Solutions in amounts of 500 ml in 600 ml beakers containing various deposit control agents were placed in a water bath heated to 50°C.

The adhesive tape and polyester film coupons were placed in the test solution with the coupon adhesive sides facing away from the polyester film coupon. After 1 hour of immersion, the adhesive side of the sticky coupon was placed in contact with the polyester coupon and pressed with a force of 454 kg.

The mean tear strength of the bond formed between the adhesive tape coupon and the polyester coupon was measured with an Instron tensile tester. The tear strength of the established connection between the adhesive tape coupon and the polyester coupon was interpreted as a measure of an organic contaminant's tendency to attach to components of a paper machine and cause mobility or product quality problems. More specifically, this indicates the tendency to form an adhesive deposit on a plastic sheet.

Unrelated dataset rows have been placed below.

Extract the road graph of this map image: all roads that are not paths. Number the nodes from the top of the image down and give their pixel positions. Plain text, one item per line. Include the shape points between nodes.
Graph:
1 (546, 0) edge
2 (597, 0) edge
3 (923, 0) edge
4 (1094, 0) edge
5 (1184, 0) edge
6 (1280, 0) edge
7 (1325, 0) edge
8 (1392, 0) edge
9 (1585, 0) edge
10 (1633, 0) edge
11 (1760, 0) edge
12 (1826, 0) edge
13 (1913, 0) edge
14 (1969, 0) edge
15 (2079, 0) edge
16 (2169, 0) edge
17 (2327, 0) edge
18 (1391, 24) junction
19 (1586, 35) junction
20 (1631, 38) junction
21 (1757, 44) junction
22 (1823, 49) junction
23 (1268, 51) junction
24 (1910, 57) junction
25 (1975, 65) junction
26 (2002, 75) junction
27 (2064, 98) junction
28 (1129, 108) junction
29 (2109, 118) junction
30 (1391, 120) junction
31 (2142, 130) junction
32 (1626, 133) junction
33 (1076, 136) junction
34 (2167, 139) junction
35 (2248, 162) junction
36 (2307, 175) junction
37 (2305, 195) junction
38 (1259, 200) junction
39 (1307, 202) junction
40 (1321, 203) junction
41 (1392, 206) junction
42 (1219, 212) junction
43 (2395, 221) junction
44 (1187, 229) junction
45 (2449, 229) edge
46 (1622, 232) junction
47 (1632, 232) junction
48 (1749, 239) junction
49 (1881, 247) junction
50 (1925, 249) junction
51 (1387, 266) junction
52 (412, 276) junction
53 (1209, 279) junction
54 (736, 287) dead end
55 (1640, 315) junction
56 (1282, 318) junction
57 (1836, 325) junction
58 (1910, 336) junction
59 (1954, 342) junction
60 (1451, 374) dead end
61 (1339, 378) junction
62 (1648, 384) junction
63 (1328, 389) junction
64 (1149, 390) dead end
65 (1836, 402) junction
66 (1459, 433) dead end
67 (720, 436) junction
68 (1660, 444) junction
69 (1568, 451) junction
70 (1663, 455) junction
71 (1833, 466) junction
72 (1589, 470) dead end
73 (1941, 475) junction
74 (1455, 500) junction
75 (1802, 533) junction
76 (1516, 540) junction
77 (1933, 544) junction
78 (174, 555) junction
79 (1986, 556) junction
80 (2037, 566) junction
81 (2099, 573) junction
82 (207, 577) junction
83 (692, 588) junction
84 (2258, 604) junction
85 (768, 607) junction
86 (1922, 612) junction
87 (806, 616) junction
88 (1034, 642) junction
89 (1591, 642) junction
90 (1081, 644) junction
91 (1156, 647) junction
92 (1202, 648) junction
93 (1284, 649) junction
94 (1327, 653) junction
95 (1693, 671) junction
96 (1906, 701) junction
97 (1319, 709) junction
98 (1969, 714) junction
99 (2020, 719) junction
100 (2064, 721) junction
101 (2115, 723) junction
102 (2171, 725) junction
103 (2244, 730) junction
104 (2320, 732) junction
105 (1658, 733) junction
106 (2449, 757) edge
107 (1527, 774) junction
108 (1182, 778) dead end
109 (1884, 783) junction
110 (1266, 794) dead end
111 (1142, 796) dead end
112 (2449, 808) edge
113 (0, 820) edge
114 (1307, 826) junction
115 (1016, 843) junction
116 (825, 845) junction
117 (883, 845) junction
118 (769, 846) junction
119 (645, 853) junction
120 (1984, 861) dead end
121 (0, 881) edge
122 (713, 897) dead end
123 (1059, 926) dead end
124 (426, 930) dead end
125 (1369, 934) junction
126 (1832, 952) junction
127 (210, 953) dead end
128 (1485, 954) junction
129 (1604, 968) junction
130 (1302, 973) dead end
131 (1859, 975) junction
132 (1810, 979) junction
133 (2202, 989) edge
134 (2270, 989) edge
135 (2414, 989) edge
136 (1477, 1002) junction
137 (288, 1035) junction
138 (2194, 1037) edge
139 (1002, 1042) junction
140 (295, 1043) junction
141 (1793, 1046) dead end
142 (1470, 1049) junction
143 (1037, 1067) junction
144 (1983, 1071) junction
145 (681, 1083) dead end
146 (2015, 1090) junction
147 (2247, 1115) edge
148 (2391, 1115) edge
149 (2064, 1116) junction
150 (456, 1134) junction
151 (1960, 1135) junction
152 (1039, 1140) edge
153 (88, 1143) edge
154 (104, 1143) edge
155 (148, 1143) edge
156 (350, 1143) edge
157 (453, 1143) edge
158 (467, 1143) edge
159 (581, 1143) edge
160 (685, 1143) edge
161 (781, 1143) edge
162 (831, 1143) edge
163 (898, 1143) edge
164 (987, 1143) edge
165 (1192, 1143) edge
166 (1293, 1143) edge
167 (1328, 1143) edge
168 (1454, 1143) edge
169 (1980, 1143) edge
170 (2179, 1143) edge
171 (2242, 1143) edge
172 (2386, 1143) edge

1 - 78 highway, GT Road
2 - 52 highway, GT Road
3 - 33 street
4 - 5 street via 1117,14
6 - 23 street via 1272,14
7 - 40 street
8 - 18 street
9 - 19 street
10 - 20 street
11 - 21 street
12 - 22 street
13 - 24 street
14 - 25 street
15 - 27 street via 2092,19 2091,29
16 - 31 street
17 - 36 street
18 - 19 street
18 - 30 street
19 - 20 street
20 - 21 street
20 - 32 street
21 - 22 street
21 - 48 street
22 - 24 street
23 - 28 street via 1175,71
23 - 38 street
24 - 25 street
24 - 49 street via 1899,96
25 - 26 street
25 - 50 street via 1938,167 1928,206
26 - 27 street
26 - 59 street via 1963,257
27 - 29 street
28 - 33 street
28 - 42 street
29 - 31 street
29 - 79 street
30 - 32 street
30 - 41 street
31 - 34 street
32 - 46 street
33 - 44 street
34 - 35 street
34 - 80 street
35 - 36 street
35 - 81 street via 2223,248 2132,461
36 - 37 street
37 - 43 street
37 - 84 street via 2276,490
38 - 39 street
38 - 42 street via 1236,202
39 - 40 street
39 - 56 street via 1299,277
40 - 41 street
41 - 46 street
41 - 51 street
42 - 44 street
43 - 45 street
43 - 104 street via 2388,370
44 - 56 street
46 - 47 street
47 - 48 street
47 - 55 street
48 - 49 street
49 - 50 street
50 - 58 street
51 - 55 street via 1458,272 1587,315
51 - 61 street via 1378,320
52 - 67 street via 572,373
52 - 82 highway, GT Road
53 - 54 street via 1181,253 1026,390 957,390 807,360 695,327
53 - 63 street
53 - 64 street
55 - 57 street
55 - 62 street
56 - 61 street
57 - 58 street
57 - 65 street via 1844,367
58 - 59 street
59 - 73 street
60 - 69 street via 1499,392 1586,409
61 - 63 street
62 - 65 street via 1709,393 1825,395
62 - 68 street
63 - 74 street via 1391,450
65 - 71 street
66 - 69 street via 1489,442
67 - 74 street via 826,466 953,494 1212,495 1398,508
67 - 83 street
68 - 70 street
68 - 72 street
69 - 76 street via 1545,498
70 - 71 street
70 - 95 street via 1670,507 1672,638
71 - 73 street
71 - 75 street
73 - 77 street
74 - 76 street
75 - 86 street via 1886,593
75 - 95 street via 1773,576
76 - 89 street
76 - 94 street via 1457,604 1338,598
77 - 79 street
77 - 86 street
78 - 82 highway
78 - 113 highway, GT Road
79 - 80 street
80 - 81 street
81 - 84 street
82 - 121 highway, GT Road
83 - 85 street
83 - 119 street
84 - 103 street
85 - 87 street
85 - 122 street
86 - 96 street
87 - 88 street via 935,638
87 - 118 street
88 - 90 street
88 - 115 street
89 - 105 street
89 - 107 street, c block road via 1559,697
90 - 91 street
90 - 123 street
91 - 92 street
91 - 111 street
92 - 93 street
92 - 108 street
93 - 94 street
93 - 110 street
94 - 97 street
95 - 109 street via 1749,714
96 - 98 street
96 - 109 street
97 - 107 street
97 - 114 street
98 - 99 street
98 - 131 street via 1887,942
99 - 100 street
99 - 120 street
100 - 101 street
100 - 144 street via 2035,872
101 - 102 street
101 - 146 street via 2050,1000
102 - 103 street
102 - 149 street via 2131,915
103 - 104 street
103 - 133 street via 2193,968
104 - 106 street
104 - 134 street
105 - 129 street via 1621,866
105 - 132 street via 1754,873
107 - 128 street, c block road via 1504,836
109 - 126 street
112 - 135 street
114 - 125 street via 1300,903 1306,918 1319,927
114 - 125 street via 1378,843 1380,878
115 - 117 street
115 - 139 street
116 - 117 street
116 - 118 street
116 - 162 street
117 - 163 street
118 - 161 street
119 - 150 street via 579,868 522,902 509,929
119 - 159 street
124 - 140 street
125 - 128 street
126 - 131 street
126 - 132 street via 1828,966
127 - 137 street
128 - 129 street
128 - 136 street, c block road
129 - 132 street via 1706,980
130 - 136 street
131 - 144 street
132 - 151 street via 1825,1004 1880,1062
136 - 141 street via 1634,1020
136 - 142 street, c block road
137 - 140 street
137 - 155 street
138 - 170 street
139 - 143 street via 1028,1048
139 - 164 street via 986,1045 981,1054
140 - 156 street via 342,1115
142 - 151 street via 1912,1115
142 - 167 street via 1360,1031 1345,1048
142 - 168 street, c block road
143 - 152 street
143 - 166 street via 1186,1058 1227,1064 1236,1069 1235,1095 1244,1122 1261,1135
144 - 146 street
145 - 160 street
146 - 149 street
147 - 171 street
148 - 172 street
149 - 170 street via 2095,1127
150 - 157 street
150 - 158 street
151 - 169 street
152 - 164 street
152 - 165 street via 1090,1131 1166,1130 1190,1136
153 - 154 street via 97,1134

These results are reproduced in table IV.

A is marketed as Sokalan<®>HP-22, mv = 6,000.

1 part by weight of polyethylene oxide to 3 parts by weight of vinyl acetate.

B corresponds to HP-22, except lower molecular weight and

lower flash point.

C corresponds to HP-22, except for lower molecular weight and lower flash point.

D corresponds to HP-22, except higher molecular weight and

higher flash point.

E is equivalent to HP-22, except for higher molecular weight and higher flash point.

Claims (11)

1. Method for preventing the deposition of organic pollutants from pulp in pulp and papermaking systems, characterized in that the pulp and papermaking systems are treated with a purpose-effective amount of grafted polyalkylene oxide/vinyl acetate copolymer, saponified up to 15%, where the copolymer is obtained by grafting of polyalkylene oxide with a number average molecular weight of 2,000 - 100,000 with vinyl acetate in a mutual weight ratio of 1:0.2 - 1:10. 2. Method in accordance with claim 1, characterized in that the graft copolymer is formed from vinyl acetate and ethylene oxide, saponified up to 15%, in a mutual ratio of 3:1. 3. Method in accordance with claim 1, characterized in that the graft copolymer is formed from polyalkylene oxide and vinyl acetate in a mutual weight ratio of 1:0.2 - 1:10. 4. Method in accordance with claim 1, characterized in that the polyalkylene oxide is selected from polyethylene oxide, polypropylene oxide and polybutylene oxide. 5 . Process in accordance with claim 1, characterized in that the copolymer is obtained by grafting a polyalkylene oxide with a number average molecular weight of 4,000 - 50,000 with vinyl acetate in a mutual weight ratio of 1:0.5 - 1:6. 6. Method in accordance with claim 1, characterized in that the copolymer has a molecular weight of 24,000. 7. Method in accordance with claim 6, characterized in that the copolymer contains approx. 3 parts by weight of vinyl acetate units for every part by weight of polyethylene oxide units. 8. Method in accordance with claim 1, characterized by prevention of deposition of organic contaminants on metal surfaces in the pulp and paper manufacturing systems. 9. Method in accordance with claim 1, characterized by prevention of the deposition of organic contaminants on the plastic surfaces in the pulp and paper manufacturing systems. 10. Method in accordance with claim 1, characterized in that the organic contamination is a coating layer. 11. Method in accordance with claim 1, characterized in that the organic contamination is an adhesive deposit.